SPORT

Affaire Fécafoot : L’exéquatur apposé sur la sentence du 15 janvier

Le juge du Tribunal de première instance de Yaoundé Centre-administratif l’a fait hier, 29 mars.

Les personnes agissant en ce moment au nom de la Fédération camerounaise de football (Fécafoot), dont le processus électoral les ayant conduites à la tête de cette instance a été annulé par la sentence du Tribunal arbitral du sport (Tas) du 15 janvier vont davantage perdre le sommeil. Depuis hier, 29 mars 2021, le Tribunal de première instance du Mfoundi centre administratif a apposé la formule exécutoire sur cette sentence. « …Constatons qu’aucune disposition de la sentence entreprise n’est contraire à l’ordre public camerounais ; constatons également que la sentence produite remplit tous les critères d’authenticité et ne fait l’objet de contestation d’aucune partie ; autorisons notre Greffier en chef d’avoir à apposer la formule exécutoire sur la sentence Tas2019/A/6258/As Olympique de Meiganga et consorts c/ Fécafoot du 15 janvier 2021, rendue par le Tribunal arbitral du sport de Lausanne », écrit Georges Théophile Timba, magistrat et président du tribunal de première instance de Yaoundé Centre-administratif, juge du contentieux de l’exécution.

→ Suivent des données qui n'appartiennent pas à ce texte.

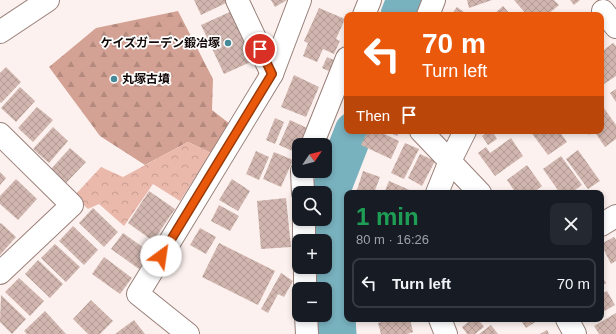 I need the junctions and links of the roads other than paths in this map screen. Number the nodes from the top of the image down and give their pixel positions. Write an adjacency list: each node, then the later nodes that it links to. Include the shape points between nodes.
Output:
1 (48, 0): 8 (street)
2 (237, 0): 10 (street)
3 (300, 0): 10 (street)
4 (370, 0): 6 (street)
5 (434, 0): 7 (street)
6 (365, 12)
7 (429, 12)
8 (0, 32)
9 (344, 65): 14 (street)
10 (272, 74): 24 (street, via 138,294)
11 (0, 134): 20 (street, via 72,205)
12 (424, 134): 15 (street)
13 (464, 134): 15 (street)
14 (315, 138)
15 (450, 162): 16 (street); 17 (street)
16 (438, 190)
17 (477, 190)
18 (616, 216): 19 (street)
19 (604, 223)
20 (0, 273)
21 (306, 322): 25 (street)
22 (441, 322): 26 (street)
23 (569, 322): 27 (street)
24 (188, 334)
25 (307, 334)
26 (446, 334)
27 (575, 334) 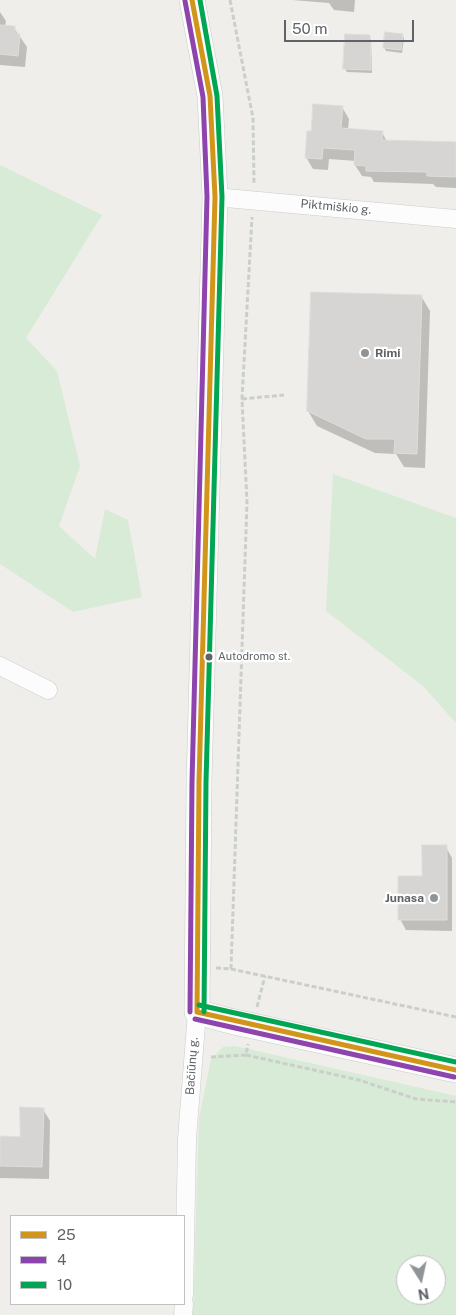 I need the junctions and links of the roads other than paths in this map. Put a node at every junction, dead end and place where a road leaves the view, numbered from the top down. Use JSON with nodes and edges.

Document au bas duquel Me Sen Mokala Marie Elvire, Greffier principal (en chef), a apposé la formule exécutoire. Je juge a motivé sa décision par des dispositions légales applicables : « notamment l’Acte uniforme Ohada relatif au droit de l’arbitrage, l’article 11 de la loi n°2007/001 du 19 avril 2007 instituant le juge du contentieux de l’exécution, et l’article 97 de la loi n°2018/014 du 11 juillet 2018 portant organisation et promotion des activités physiques et sportives au Cameroun ».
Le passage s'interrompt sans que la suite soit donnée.